Monday, Jan. 12, 1998
Forgetting Nothing
By Jamie Malanowski
Nine years is a long time to spend with friends. And whether the episodes were brilliant (often) or formulaic (a little too frequently lately), they were almost always better than any other show on TV.
THE SEINFELD CHRONICLES Aired 7/5/89. The series pilot: there is no Elaine, there is a different hangout and a different apartment, and George and Kramer are unformed. Fresh and funny, but luckily the show went away and revamped.
THE PHONE MESSAGE Aired 2/13/91. Jerry loses a girlfriend--one of dozens--for a slim reason: she likes Dockers commercials. The early shows are smart about relationships; even if these people are neurotic, you really do want them for friends.
THE DEAL Aired 5/2/91. Ex-lovers Jerry and Elaine work out rules under which they can still have sex. A signal from the first full season of the show's ambition and precocity.
THE CHINESE RESTAURANT Aired 5/23/91. The anti-sitcom: no contrived plots, in fact no plots at all: these people can be funny just waiting to be seated.
THE PEN/THE LIBRARY The first aired 10/2/91, the second 10/16/91. In these early episodes from the third season, fans begin to see that there is a Seinfeld universe, inhabited by odd relatives and weirdos and exaggeratos, governed by the law of unintended consequences. Good deeds not only go unrewarded, they are in fact punished.
THE BOYFRIEND Aired 2/12/92. Elaine dates Keith Hernandez, but the key moment is a spitting incident that is used to send up Oliver Stone's JFK. A bit of a stretch, but proof of the show's stunning reach.
THE BEST SEASON Season 4 (1992-93) is the series' smartest: Kramer in L.A.; Jerry and George's "show about nothing"; the show in which Susan's father is revealed to be John Cheever's lover; The Master of My Domain episode; The Virgin and The Bubble Boy shows. A mix of high and low, of the self-referential and the hip, of things underfoot and out of left field.

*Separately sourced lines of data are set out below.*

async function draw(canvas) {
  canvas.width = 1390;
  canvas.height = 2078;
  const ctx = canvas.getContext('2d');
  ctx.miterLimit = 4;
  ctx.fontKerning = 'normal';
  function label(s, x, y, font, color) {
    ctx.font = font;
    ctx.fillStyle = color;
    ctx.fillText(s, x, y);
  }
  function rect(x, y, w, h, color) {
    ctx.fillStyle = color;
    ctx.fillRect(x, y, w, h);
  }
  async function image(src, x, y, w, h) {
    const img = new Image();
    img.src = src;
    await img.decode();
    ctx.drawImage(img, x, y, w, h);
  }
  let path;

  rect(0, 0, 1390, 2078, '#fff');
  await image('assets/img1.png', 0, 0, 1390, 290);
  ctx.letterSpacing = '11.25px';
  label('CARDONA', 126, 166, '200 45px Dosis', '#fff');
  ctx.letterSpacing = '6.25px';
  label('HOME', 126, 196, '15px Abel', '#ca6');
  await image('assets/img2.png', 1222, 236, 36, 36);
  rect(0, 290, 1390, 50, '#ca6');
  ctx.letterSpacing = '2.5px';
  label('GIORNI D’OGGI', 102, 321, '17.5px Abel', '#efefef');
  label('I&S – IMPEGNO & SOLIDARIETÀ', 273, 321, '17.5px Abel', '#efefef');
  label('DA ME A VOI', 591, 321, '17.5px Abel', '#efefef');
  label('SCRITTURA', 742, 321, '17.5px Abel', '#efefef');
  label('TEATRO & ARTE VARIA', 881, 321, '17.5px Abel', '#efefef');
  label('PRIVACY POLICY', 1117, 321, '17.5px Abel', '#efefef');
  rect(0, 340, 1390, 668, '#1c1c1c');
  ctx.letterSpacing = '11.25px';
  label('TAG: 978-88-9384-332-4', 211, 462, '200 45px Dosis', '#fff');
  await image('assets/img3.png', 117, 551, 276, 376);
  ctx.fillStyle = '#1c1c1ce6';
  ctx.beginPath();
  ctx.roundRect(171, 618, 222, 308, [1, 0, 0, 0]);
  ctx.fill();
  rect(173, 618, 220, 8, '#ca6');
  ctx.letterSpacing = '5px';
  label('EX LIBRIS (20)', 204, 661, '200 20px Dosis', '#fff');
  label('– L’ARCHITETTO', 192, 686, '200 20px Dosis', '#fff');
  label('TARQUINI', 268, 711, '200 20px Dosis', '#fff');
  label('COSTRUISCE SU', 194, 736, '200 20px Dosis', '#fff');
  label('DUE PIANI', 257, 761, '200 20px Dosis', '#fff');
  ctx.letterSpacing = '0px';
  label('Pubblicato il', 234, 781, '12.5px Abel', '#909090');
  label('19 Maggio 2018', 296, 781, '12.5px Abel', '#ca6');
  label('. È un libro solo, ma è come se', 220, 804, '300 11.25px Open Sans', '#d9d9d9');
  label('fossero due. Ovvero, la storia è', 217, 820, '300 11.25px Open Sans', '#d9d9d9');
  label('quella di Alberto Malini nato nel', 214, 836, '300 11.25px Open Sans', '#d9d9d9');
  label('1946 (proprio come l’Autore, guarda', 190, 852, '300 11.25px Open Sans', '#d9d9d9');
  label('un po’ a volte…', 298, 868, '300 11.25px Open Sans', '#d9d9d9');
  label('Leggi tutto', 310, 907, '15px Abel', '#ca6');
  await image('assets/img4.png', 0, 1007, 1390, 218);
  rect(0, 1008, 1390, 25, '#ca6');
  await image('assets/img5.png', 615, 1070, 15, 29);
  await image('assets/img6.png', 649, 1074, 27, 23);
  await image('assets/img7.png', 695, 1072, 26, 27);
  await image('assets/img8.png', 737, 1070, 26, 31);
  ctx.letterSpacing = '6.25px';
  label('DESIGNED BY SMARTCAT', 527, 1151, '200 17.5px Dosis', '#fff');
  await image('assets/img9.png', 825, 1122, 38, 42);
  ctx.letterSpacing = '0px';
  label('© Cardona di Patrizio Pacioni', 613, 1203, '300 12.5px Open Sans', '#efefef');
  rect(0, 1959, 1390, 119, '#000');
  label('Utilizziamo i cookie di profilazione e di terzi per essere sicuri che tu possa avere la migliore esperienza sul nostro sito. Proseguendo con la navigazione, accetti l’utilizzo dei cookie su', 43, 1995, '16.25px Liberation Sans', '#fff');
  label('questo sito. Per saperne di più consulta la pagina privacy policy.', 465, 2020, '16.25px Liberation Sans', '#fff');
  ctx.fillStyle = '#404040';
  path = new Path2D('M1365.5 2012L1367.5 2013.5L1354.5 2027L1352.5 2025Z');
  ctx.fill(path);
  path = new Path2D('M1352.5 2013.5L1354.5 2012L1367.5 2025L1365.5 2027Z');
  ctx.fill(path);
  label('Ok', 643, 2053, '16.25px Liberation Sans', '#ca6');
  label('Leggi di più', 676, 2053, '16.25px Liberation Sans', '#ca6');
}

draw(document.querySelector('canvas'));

THE RAINCOATS Aired 4/28/94. The episode that ends with a takeoff on Schindler's List. Funny enough, but the cranky gang of four has already roasted a sacred cow this way. The show, though still far from formulaic, is losing the originality that first made us love it.
THE SOUP NAZI Aired 11/2/95. A famous episode, though not one that's all that funny. But Seinfeld is still resilient. Within weeks we see classic moments like Elaine discussing sponge-worthy men and Jerry stealing bread.
THE INVITATIONS Aired 5/16/96. Susan, George's fiance, dies licking envelopes. Audacious, cruelly funny, this is the episode that dares the audience to love the characters for their shallowness, and it is perhaps the last time the show is so sharply funny about relationships. By the way, this also marks the end of co-creator Larry David's involvement with the show.
THE LITTLE KICKS Aired 10/10/96. Typical of this season, a golden moment (Elaine's horrid dancing) is mixed with a thin idea (Jerry as a bootleg video auteur). And before long, the awful Mandelbaums would appear.
THE YADA YADA Aired 4/24/97. A hallmark of a great show is its ability to penetrate the culture. This episode created a lot of buzz, but Yada Yada is rather dumber than Master of My Domain. Besides, the real killer moment comes when Jerry goes to confession.
THE BETRAYAL Aired 11/20/97. Emblematic of this final season in which the show has consistently failed to hit on all cylinders. The backwards episode was clever and original, but not actually amusing. Let's hope the series rallies for its stretch run.